The rupee completed a sixth weekly decline versus the US dollar on Friday, the longest losing streak since October 2008, after a Government report showed that industrial production unexpectedly contracted in March.
The rupee pared early gains to turn weaker against the dollar, as domestic equities continued to be under pressure for a fourth session in a row. Global risk aversion also continued to affect the sentiment for the rupee.
The rupee ended at 53.6350 per dollar after being as high as 53.39 and as low as 53.70. It had opened at 53.4950 as against the previous close of 53.4250. During the course of the week, the rupee had hit a high of 53.9050 and a low of 52.6750. It had closed at 43.4750 on May 4.
The rupee, which was down 0.3% this week has lost 5.1% this quarter.
In what was yet another shocking economic data, India's industrial production growth decelerated sharply in March, with the output shrinking as against expectations of a moderate expansion, the Government data revealed today.
The combined output of factories, mines and power utilities, as measured by the index of industrial production (IIP), contracted by 3.5% in March as against a 4.1% growth in February, the Commerce Ministry said today.
Industrial output in the financial year ended March 31, 2012 grew by 2.8% compared to an expansion of 8.2% in the fiscal year ended March 2011.
Goldman Sachs said in a note that it has been highlighting concerns about India’s deteriorating current-account deficit for some time now, and the recent flare-up in eurozone worries poses further near-term risks to the rupee.
The Wall Street titan said in a note yesterday that it is rolling forward its three-month USD/INR target of 53, given the near-term risks; its six month forecast remains at 50.7. Goldman Sachs has changed its 12-month forecast to 50 from 49.
Goldman Sachs said it is conscious of the possibility of a sharp further deterioration in the rupee given the global and domestic macro headwinds, quick changes in risk sentiment and intervention by the RBI may make such moves short-lived.
From a medium-term perspective, as long as there is no euro area crisis, risk-reward may be more favorable for the rupee, Goldman Sachs said in its note. Growth-inflation trade-off will gradually improve, and on a REER basis, there is some valuation support for the rupee, it added.
Threat of further steps by the RBI to increase FII inflows is large, and may cap upside to USD/INR, Goldman Sachs said.
The RBI yesterday cut the amount of overseas income companies can hold in foreign currency to 50% from 100%, forcing them to convert earnings.
On May 4, the central bank raised interest rates on non-rupee deposits by as much as 300 basis points and freed up borrowing costs on foreign-exchange loans to exporters.

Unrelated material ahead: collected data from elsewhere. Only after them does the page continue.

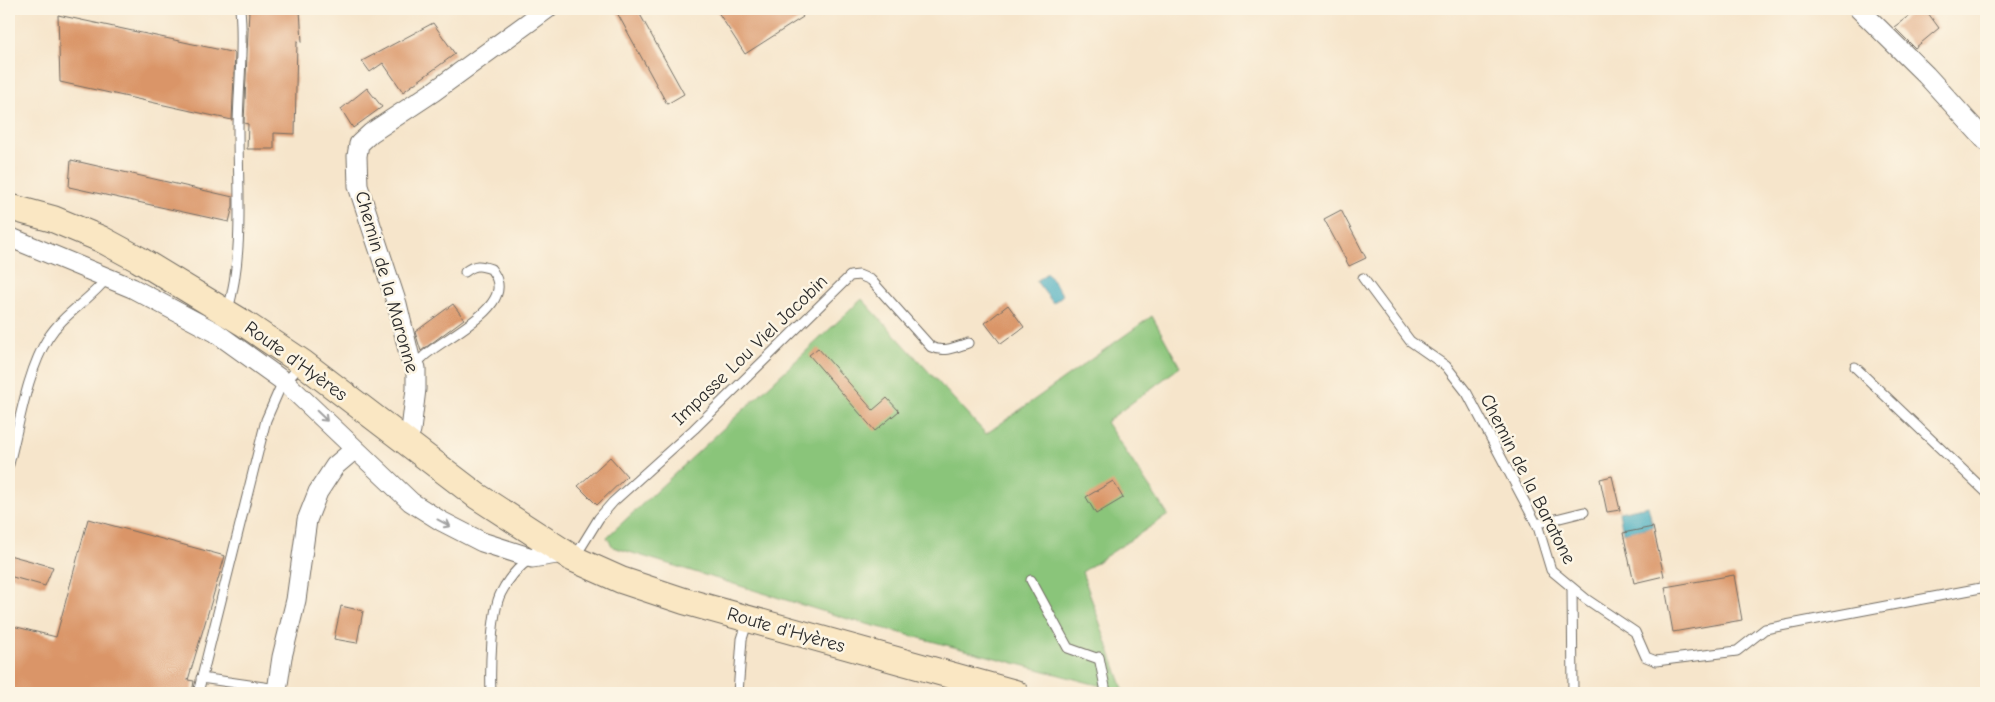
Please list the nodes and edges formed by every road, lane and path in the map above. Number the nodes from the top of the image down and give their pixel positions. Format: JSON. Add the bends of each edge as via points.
{"nodes":[{"id":1,"x":240,"y":9,"type":"edge"},
{"id":2,"x":547,"y":9,"type":"edge"},
{"id":3,"x":1860,"y":9,"type":"edge"},
{"id":4,"x":1986,"y":141,"type":"edge"},
{"id":5,"x":9,"y":207,"type":"edge"},
{"id":6,"x":9,"y":237,"type":"edge"},
{"id":7,"x":465,"y":272,"type":"dead end"},
{"id":8,"x":107,"y":277,"type":"junction"},
{"id":9,"x":1363,"y":278,"type":"dead end"},
{"id":10,"x":227,"y":313,"type":"junction"},
{"id":11,"x":968,"y":343,"type":"dead end"},
{"id":12,"x":1855,"y":367,"type":"dead end"},
{"id":13,"x":416,"y":368,"type":"junction"},
{"id":14,"x":294,"y":373,"type":"junction"},
{"id":15,"x":404,"y":440,"type":"junction"},
{"id":16,"x":355,"y":449,"type":"junction"},
{"id":17,"x":9,"y":464,"type":"edge"},
{"id":18,"x":1986,"y":492,"type":"edge"},
{"id":19,"x":1584,"y":512,"type":"dead end"},
{"id":20,"x":1536,"y":524,"type":"junction"},
{"id":21,"x":568,"y":556,"type":"junction"},
{"id":22,"x":532,"y":558,"type":"junction"},
{"id":23,"x":1031,"y":580,"type":"dead end"},
{"id":24,"x":1986,"y":587,"type":"edge"},
{"id":25,"x":1572,"y":588,"type":"junction"},
{"id":26,"x":748,"y":620,"type":"junction"},
{"id":27,"x":201,"y":678,"type":"junction"},
{"id":28,"x":277,"y":692,"type":"edge"},
{"id":29,"x":198,"y":693,"type":"edge"},
{"id":30,"x":491,"y":693,"type":"edge"},
{"id":31,"x":738,"y":693,"type":"edge"},
{"id":32,"x":1015,"y":693,"type":"edge"},
{"id":33,"x":1105,"y":693,"type":"edge"},
{"id":34,"x":1573,"y":693,"type":"edge"}],
"edges":[{"from":1,"to":10,"type":"lane","via":[[243,35],[238,132],[239,230],[234,287]]},
{"from":2,"to":13,"type":"street","name":"Chemin de la Maronne","via":[[358,144],[358,186]]},
{"from":3,"to":4,"type":"street"},
{"from":5,"to":10,"type":"main road","name":"Route d'Hyères","via":[[53,219],[100,239]]},
{"from":6,"to":8,"type":"street","name":"Route d'Hyères"},
{"from":7,"to":13,"type":"lane","via":[[472,266],[491,269],[498,281],[489,308],[421,358]]},
{"from":8,"to":14,"type":"street","name":"Route d'Hyères"},
{"from":8,"to":17,"type":"lane","via":[[48,337],[35,363]]},
{"from":9,"to":20,"type":"lane","name":"Chemin de la Baratone","via":[[1410,341],[1446,366],[1467,393]]},
{"from":10,"to":14,"type":"main road","name":"Route d'Hyères"},
{"from":11,"to":21,"type":"lane","name":"Impasse Lou Viel Jacobin","via":[[938,350],[932,347],[871,280],[850,276],[694,429],[612,502],[592,534]]},
{"from":12,"to":18,"type":"lane"},
{"from":13,"to":15,"type":"street","name":"Chemin de la Maronne","via":[[411,430]]},
{"from":14,"to":15,"type":"main road","name":"Route d'Hyères"},
{"from":14,"to":16,"type":"street","name":"Route d'Hyères","one_way":true},
{"from":14,"to":27,"type":"lane","via":[[280,388],[266,420]]},
{"from":15,"to":21,"type":"main road","name":"Route d'Hyères","via":[[477,496]]},
{"from":16,"to":22,"type":"street","name":"Route d'Hyères","one_way":true,"via":[[411,502],[441,521],[482,542]]},
{"from":16,"to":28,"type":"street","via":[[335,466],[318,492],[307,520],[296,600]]},
{"from":19,"to":20,"type":"lane"},
{"from":20,"to":25,"type":"lane","name":"Chemin de la Baratone","via":[[1551,570]]},
{"from":21,"to":22,"type":"street","name":"Route d'Hyères"},
{"from":21,"to":26,"type":"main road","name":"Route d'Hyères","via":[[621,580]]},
{"from":22,"to":30,"type":"lane","via":[[525,562],[500,594],[494,622]]},
{"from":23,"to":33,"type":"lane","via":[[1068,648],[1099,658]]},
{"from":24,"to":25,"type":"lane","via":[[1765,629],[1737,651],[1656,661],[1646,657],[1635,632]]},
{"from":25,"to":34,"type":"lane","name":"Chemin de la Baratone"},
{"from":26,"to":31,"type":"lane","via":[[742,639]]},
{"from":26,"to":32,"type":"main road","name":"Route d'Hyères"},
{"from":27,"to":28,"type":"lane","via":[[271,688]]},
{"from":27,"to":29,"type":"lane"}]}
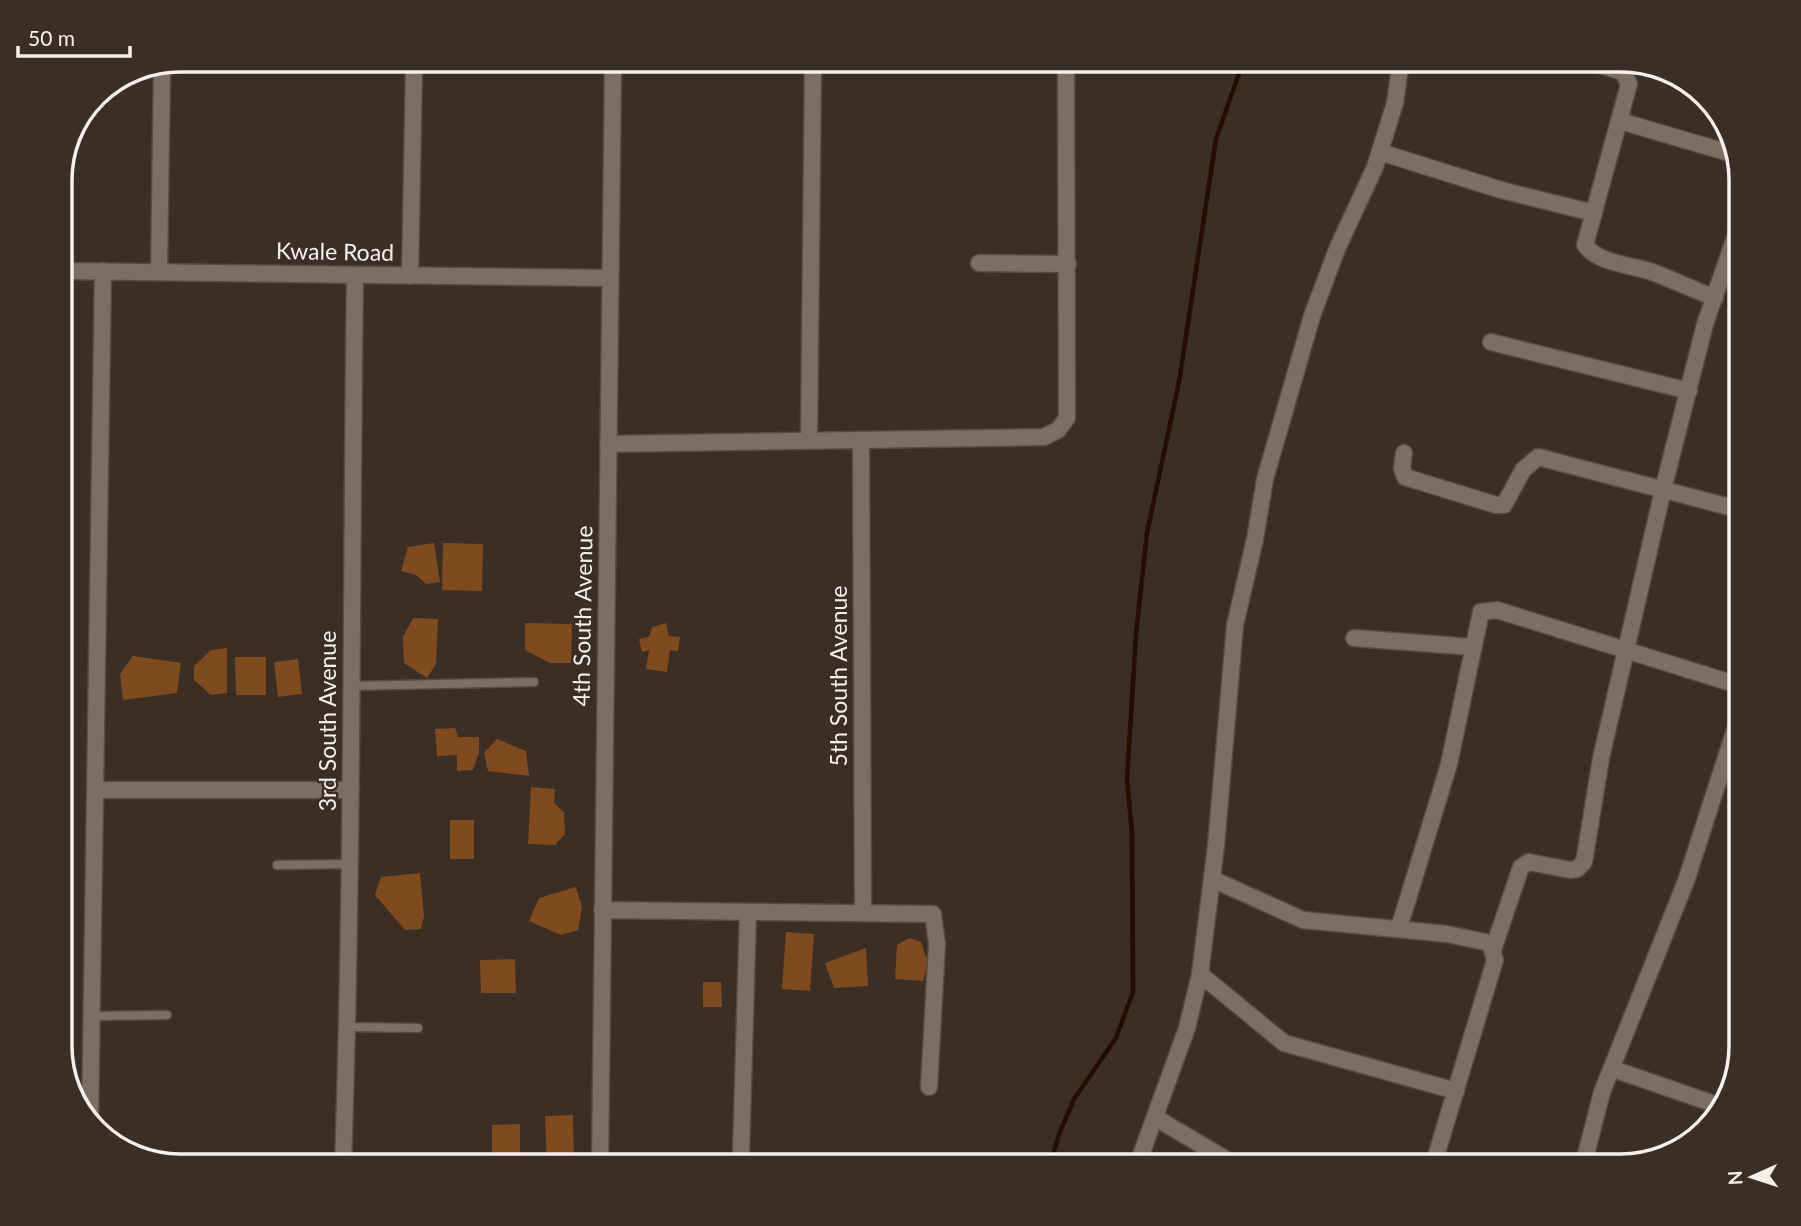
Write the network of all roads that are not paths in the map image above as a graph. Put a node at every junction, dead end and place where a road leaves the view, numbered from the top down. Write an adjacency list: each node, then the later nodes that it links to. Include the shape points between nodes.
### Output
1 (414, 72): 19 (street)
2 (613, 72): 20 (street, 4th South Avenue)
3 (813, 72): 24 (street)
4 (1066, 72): 13 (street)
5 (1400, 72): 9 (street)
6 (1623, 72): 8 (street, via 1628,78)
7 (162, 74): 17 (street)
8 (1620, 121): 10 (street); 11 (street)
9 (1380, 152): 11 (street); 41 (street, via 1312,316 1265,479 1235,625)
10 (1726, 152)
11 (1594, 213): 21 (street, via 1585,245 1589,251)
12 (1729, 256): 21 (street)
13 (1068, 262): 14 (street); 25 (street, via 1067,418 1058,430 1044,438)
14 (979, 263)
15 (72, 271): 16 (street, Kwale Road)
16 (103, 271): 17 (street, Kwale Road); 37 (street)
17 (159, 272): 18 (street, Kwale Road)
18 (355, 275): 19 (street, Kwale Road); 35 (street, 3rd South Avenue)
19 (410, 276): 20 (street, Kwale Road)
20 (610, 278): 26 (street, 4th South Avenue)
21 (1715, 298): 23 (street)
22 (1491, 342): 23 (street)
23 (1689, 391): 28 (street)
24 (809, 440): 25 (street); 26 (street)
25 (861, 440): 44 (street, 5th South Avenue)
26 (608, 444): 42 (street, 4th South Avenue)
27 (1404, 453): 28 (street, via 1405,477 1496,505 1504,505 1523,470 1538,457)
28 (1662, 490): 29 (street); 32 (street)
29 (1729, 507)
30 (1354, 638): 31 (street)
31 (1472, 648): 32 (street, via 1486,610); 45 (street, via 1449,764)
32 (1624, 649): 34 (street); 46 (street, via 1584,862 1570,870 1529,862 1521,867)
33 (534, 682): 35 (lane)
34 (1729, 682)
35 (350, 686): 38 (street, 3rd South Avenue)
36 (1729, 748): 52 (street, via 1686,881)
37 (97, 790): 38 (street); 48 (street)
38 (351, 790): 39 (street, 3rd South Avenue)
39 (349, 864): 40 (lane); 50 (street, 3rd South Avenue)
40 (277, 865)
41 (1212, 879): 45 (street, via 1303,920); 47 (street)
42 (602, 910): 43 (street); 59 (street, 4th South Avenue)
43 (748, 912): 44 (street); 60 (street)
44 (863, 913): 53 (street, via 933,914 937,944)
45 (1399, 928): 46 (street, via 1485,941)
46 (1494, 947): 54 (street, via 1495,960)
47 (1200, 974): 54 (street, via 1284,1043); 57 (street)
48 (93, 1016): 49 (lane); 56 (street)
49 (167, 1016)
50 (348, 1027): 51 (lane); 58 (street, 3rd South Avenue)
51 (418, 1028)
52 (1613, 1069): 55 (street); 64 (street)
53 (929, 1087)
54 (1456, 1091): 63 (street)
55 (1713, 1103)
56 (90, 1106)
57 (1156, 1118): 61 (street); 62 (street)
58 (343, 1154)
59 (600, 1154)
60 (741, 1154)
61 (1142, 1154)
62 (1216, 1154)
63 (1437, 1154)
64 (1586, 1154)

Meanwhile, Asian currencies had their worst back-to-back weekly loss this year after a political impasse in Greece roiled global markets and official reports showed exports from China, Malaysia and the Philippines slowed.
The euro rose from a three-month low against the dollar on optimism that Greece’s political leaders will reach an agreement on forming a new government that will keep the country in the single-currency union.
The pound fell against the dollar, extending a second weekly decline, after an industry report showed that UK consumer confidence dropped last month as the economy slipped into a double-dip recession.